Dataset entries:
________________
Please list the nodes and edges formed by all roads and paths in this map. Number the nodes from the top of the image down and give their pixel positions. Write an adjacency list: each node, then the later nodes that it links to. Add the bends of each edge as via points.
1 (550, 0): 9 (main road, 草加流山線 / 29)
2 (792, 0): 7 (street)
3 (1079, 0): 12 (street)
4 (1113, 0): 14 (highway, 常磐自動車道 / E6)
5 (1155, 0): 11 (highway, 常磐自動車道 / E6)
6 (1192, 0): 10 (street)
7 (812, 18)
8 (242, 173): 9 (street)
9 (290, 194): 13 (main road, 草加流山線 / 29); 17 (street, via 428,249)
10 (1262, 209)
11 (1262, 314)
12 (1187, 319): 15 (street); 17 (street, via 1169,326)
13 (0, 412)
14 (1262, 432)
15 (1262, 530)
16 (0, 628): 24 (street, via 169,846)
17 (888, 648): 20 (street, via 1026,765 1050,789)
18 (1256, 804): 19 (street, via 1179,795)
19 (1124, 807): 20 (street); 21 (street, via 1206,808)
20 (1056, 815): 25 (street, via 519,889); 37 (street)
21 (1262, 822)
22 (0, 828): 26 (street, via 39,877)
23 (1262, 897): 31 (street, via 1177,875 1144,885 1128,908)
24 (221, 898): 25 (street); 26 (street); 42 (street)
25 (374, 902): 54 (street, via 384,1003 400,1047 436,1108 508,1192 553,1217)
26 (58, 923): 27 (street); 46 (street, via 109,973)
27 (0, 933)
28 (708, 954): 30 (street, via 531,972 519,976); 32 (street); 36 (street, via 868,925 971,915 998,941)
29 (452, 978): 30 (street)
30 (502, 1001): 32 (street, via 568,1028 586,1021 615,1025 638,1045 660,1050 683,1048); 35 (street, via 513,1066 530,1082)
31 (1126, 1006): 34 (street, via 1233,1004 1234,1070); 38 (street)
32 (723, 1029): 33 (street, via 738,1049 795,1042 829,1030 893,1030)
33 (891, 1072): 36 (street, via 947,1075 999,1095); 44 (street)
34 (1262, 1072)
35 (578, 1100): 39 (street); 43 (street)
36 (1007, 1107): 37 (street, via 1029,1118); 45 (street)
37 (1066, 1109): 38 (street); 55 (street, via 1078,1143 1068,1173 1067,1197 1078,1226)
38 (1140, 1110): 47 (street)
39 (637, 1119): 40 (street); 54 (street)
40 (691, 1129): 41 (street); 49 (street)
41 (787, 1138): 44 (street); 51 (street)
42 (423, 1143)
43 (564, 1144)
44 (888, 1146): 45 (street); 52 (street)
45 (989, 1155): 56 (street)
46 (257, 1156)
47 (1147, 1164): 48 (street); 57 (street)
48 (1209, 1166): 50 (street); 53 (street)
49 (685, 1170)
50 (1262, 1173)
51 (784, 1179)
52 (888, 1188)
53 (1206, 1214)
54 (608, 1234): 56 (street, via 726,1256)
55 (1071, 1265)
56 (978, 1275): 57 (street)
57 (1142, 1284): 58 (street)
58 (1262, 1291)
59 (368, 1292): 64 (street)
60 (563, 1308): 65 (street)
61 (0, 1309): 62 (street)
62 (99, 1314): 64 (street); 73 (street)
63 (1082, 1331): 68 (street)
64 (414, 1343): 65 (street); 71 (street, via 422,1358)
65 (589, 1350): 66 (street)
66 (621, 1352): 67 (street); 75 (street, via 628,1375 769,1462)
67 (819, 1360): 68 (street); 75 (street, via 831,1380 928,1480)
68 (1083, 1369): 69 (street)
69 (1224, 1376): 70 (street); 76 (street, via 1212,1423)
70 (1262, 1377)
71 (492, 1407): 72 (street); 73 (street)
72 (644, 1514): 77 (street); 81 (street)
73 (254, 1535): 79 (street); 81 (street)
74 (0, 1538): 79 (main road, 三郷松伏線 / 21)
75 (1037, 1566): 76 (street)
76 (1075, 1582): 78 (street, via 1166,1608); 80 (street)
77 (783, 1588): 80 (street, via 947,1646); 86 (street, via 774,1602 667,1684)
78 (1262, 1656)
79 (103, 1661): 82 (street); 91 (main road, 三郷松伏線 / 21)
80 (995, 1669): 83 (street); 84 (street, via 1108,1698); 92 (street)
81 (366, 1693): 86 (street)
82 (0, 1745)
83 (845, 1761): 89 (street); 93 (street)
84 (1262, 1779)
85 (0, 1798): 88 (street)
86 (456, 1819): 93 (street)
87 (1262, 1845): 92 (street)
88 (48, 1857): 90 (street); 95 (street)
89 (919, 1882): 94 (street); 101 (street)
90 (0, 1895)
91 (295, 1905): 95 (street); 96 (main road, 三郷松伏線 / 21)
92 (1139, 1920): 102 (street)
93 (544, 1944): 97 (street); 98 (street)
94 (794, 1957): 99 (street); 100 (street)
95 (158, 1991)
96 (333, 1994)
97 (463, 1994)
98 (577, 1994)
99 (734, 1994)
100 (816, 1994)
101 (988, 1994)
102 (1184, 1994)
________________
Exercise aim: Extract the data exactly as given.

Solution for this task:
Please list the nodes and edges formed by all roads and paths in this map. Number the nodes from the top of the image down and give their pixel positions. Write an adjacency list: each node, then the later nodes that it links to. Add the bends of each edge as via points.
1 (550, 0): 9 (main road, 草加流山線 / 29)
2 (792, 0): 7 (street)
3 (1079, 0): 12 (street)
4 (1113, 0): 14 (highway, 常磐自動車道 / E6)
5 (1155, 0): 11 (highway, 常磐自動車道 / E6)
6 (1192, 0): 10 (street)
7 (812, 18)
8 (242, 173): 9 (street)
9 (290, 194): 13 (main road, 草加流山線 / 29); 17 (street, via 428,249)
10 (1262, 209)
11 (1262, 314)
12 (1187, 319): 15 (street); 17 (street, via 1169,326)
13 (0, 412)
14 (1262, 432)
15 (1262, 530)
16 (0, 628): 24 (street, via 169,846)
17 (888, 648): 20 (street, via 1026,765 1050,789)
18 (1256, 804): 19 (street, via 1179,795)
19 (1124, 807): 20 (street); 21 (street, via 1206,808)
20 (1056, 815): 25 (street, via 519,889); 37 (street)
21 (1262, 822)
22 (0, 828): 26 (street, via 39,877)
23 (1262, 897): 31 (street, via 1177,875 1144,885 1128,908)
24 (221, 898): 25 (street); 26 (street); 42 (street)
25 (374, 902): 54 (street, via 384,1003 400,1047 436,1108 508,1192 553,1217)
26 (58, 923): 27 (street); 46 (street, via 109,973)
27 (0, 933)
28 (708, 954): 30 (street, via 531,972 519,976); 32 (street); 36 (street, via 868,925 971,915 998,941)
29 (452, 978): 30 (street)
30 (502, 1001): 32 (street, via 568,1028 586,1021 615,1025 638,1045 660,1050 683,1048); 35 (street, via 513,1066 530,1082)
31 (1126, 1006): 34 (street, via 1233,1004 1234,1070); 38 (street)
32 (723, 1029): 33 (street, via 738,1049 795,1042 829,1030 893,1030)
33 (891, 1072): 36 (street, via 947,1075 999,1095); 44 (street)
34 (1262, 1072)
35 (578, 1100): 39 (street); 43 (street)
36 (1007, 1107): 37 (street, via 1029,1118); 45 (street)
37 (1066, 1109): 38 (street); 55 (street, via 1078,1143 1068,1173 1067,1197 1078,1226)
38 (1140, 1110): 47 (street)
39 (637, 1119): 40 (street); 54 (street)
40 (691, 1129): 41 (street); 49 (street)
41 (787, 1138): 44 (street); 51 (street)
42 (423, 1143)
43 (564, 1144)
44 (888, 1146): 45 (street); 52 (street)
45 (989, 1155): 56 (street)
46 (257, 1156)
47 (1147, 1164): 48 (street); 57 (street)
48 (1209, 1166): 50 (street); 53 (street)
49 (685, 1170)
50 (1262, 1173)
51 (784, 1179)
52 (888, 1188)
53 (1206, 1214)
54 (608, 1234): 56 (street, via 726,1256)
55 (1071, 1265)
56 (978, 1275): 57 (street)
57 (1142, 1284): 58 (street)
58 (1262, 1291)
59 (368, 1292): 64 (street)
60 (563, 1308): 65 (street)
61 (0, 1309): 62 (street)
62 (99, 1314): 64 (street); 73 (street)
63 (1082, 1331): 68 (street)
64 (414, 1343): 65 (street); 71 (street, via 422,1358)
65 (589, 1350): 66 (street)
66 (621, 1352): 67 (street); 75 (street, via 628,1375 769,1462)
67 (819, 1360): 68 (street); 75 (street, via 831,1380 928,1480)
68 (1083, 1369): 69 (street)
69 (1224, 1376): 70 (street); 76 (street, via 1212,1423)
70 (1262, 1377)
71 (492, 1407): 72 (street); 73 (street)
72 (644, 1514): 77 (street); 81 (street)
73 (254, 1535): 79 (street); 81 (street)
74 (0, 1538): 79 (main road, 三郷松伏線 / 21)
75 (1037, 1566): 76 (street)
76 (1075, 1582): 78 (street, via 1166,1608); 80 (street)
77 (783, 1588): 80 (street, via 947,1646); 86 (street, via 774,1602 667,1684)
78 (1262, 1656)
79 (103, 1661): 82 (street); 91 (main road, 三郷松伏線 / 21)
80 (995, 1669): 83 (street); 84 (street, via 1108,1698); 92 (street)
81 (366, 1693): 86 (street)
82 (0, 1745)
83 (845, 1761): 89 (street); 93 (street)
84 (1262, 1779)
85 (0, 1798): 88 (street)
86 (456, 1819): 93 (street)
87 (1262, 1845): 92 (street)
88 (48, 1857): 90 (street); 95 (street)
89 (919, 1882): 94 (street); 101 (street)
90 (0, 1895)
91 (295, 1905): 95 (street); 96 (main road, 三郷松伏線 / 21)
92 (1139, 1920): 102 (street)
93 (544, 1944): 97 (street); 98 (street)
94 (794, 1957): 99 (street); 100 (street)
95 (158, 1991)
96 (333, 1994)
97 (463, 1994)
98 (577, 1994)
99 (734, 1994)
100 (816, 1994)
101 (988, 1994)
102 (1184, 1994)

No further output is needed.